PROVIDED RECORDS:
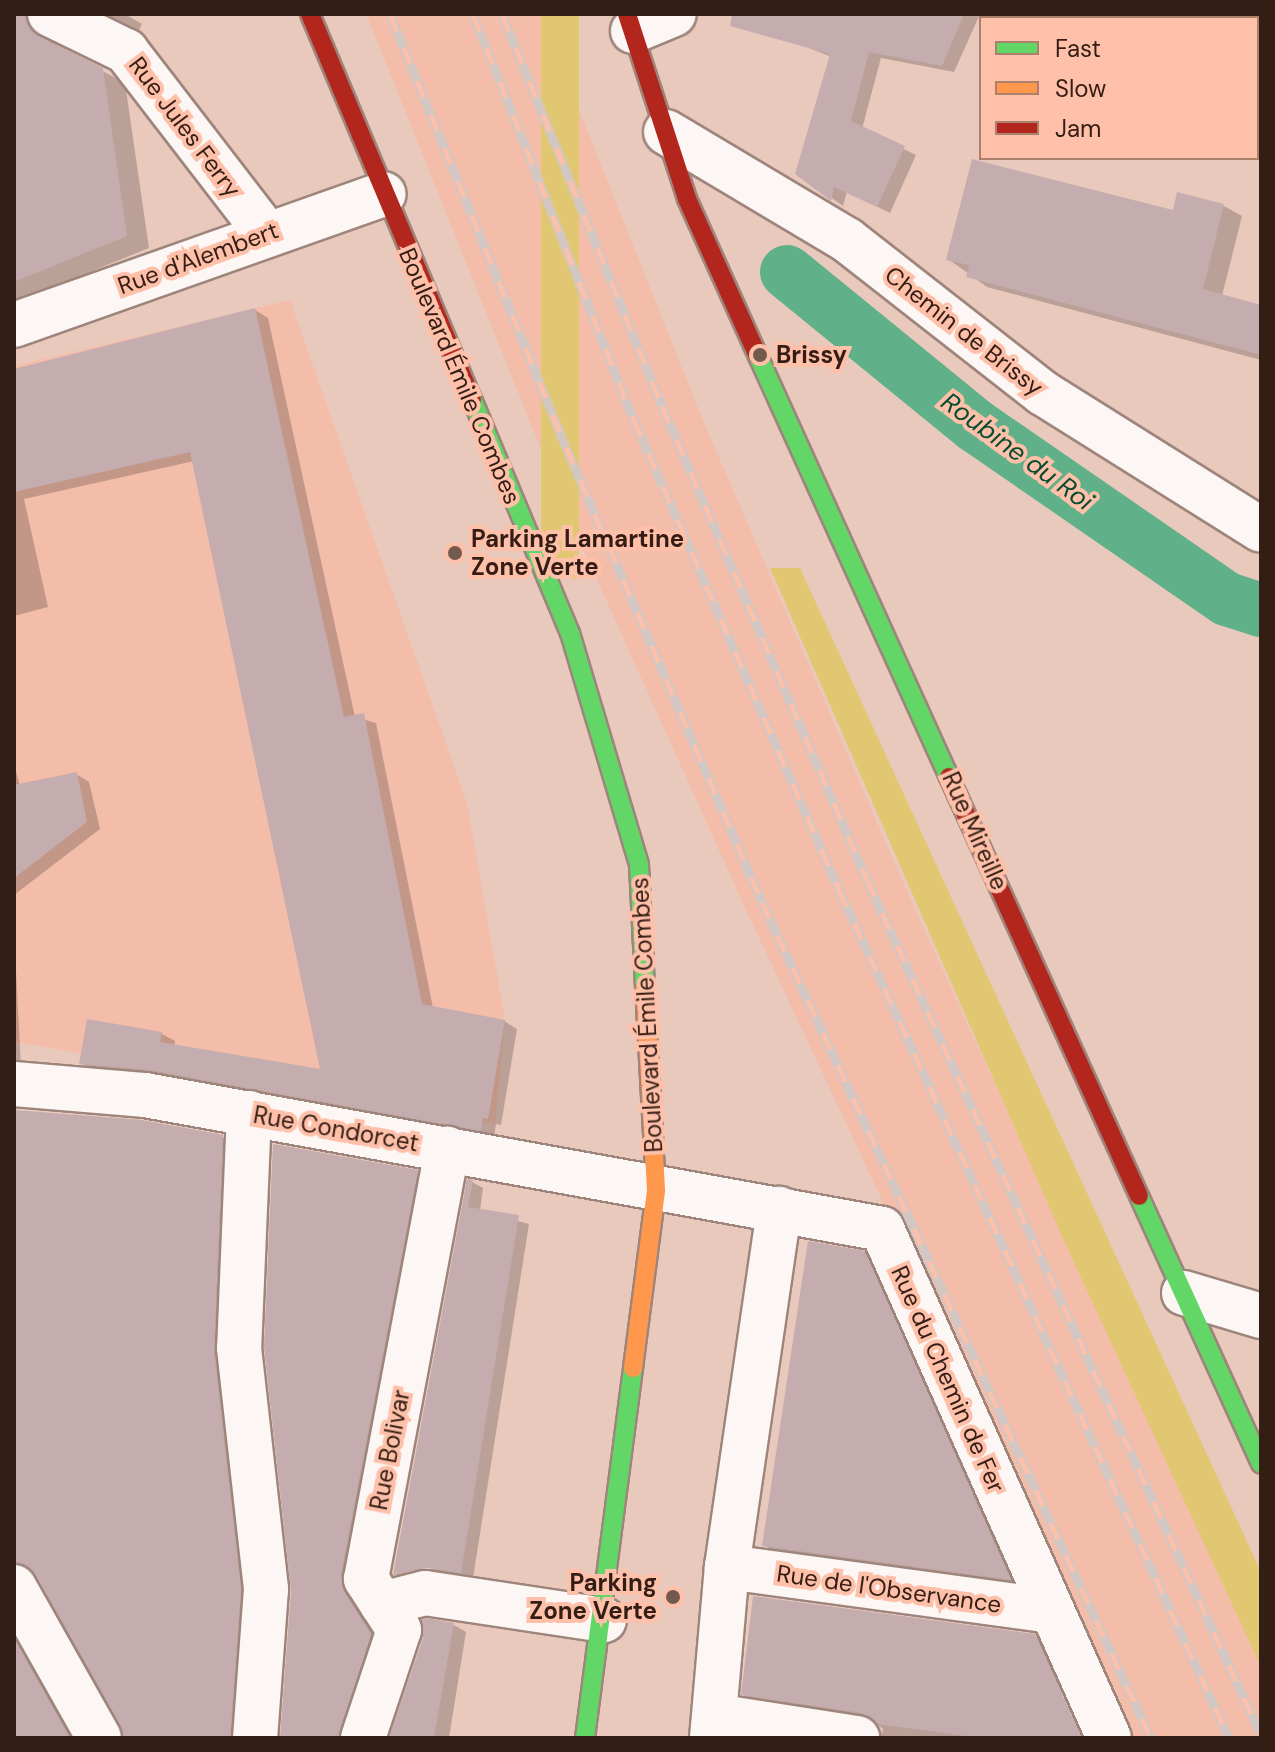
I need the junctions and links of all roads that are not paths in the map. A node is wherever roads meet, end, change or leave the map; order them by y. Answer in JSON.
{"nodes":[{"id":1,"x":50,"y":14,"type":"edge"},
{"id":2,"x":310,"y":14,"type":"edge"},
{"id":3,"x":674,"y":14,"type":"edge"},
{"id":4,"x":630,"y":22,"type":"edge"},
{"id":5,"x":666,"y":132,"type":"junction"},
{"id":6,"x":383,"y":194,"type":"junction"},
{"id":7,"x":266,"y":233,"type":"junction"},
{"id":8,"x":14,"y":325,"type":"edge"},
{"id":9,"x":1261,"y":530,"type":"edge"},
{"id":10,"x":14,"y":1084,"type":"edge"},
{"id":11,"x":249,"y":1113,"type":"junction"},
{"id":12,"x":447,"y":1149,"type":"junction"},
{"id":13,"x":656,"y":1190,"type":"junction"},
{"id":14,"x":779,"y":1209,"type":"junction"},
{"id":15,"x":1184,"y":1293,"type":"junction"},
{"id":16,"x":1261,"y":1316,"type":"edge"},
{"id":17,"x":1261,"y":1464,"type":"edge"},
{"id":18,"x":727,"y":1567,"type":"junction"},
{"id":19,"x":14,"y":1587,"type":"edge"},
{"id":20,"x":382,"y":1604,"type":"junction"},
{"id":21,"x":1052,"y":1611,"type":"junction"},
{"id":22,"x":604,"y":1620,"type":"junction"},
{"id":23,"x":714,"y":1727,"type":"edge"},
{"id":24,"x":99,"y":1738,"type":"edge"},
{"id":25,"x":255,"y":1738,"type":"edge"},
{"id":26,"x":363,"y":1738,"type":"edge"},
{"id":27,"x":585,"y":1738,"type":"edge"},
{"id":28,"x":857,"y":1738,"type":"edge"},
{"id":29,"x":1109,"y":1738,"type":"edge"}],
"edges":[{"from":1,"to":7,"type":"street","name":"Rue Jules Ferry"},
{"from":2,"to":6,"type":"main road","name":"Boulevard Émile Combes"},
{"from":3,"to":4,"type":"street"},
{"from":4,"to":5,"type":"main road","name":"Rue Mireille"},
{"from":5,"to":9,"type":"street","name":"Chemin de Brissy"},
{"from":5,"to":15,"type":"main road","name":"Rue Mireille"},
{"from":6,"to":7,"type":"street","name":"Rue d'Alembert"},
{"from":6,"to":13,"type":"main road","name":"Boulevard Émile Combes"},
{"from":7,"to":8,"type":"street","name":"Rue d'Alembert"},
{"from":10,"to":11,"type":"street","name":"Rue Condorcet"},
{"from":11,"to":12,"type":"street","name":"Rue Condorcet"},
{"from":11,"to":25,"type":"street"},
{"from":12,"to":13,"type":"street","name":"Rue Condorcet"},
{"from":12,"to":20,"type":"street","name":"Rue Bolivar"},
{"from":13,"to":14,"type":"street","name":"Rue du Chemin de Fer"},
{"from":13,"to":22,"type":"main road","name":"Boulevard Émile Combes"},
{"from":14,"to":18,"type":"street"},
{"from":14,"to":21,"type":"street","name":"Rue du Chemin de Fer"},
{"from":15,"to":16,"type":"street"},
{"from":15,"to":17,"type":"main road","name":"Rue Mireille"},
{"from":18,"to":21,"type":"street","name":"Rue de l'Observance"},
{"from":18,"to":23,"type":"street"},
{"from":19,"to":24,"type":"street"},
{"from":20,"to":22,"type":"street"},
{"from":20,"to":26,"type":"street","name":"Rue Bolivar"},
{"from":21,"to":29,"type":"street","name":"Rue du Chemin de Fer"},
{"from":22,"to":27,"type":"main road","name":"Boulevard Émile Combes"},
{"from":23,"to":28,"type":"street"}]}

AIM OF THE TASK: Each line above that contains "Alembert" must be copied out.

SOLUTION:
{"from":6,"to":7,"type":"street","name":"Rue d'Alembert"},
{"from":7,"to":8,"type":"street","name":"Rue d'Alembert"},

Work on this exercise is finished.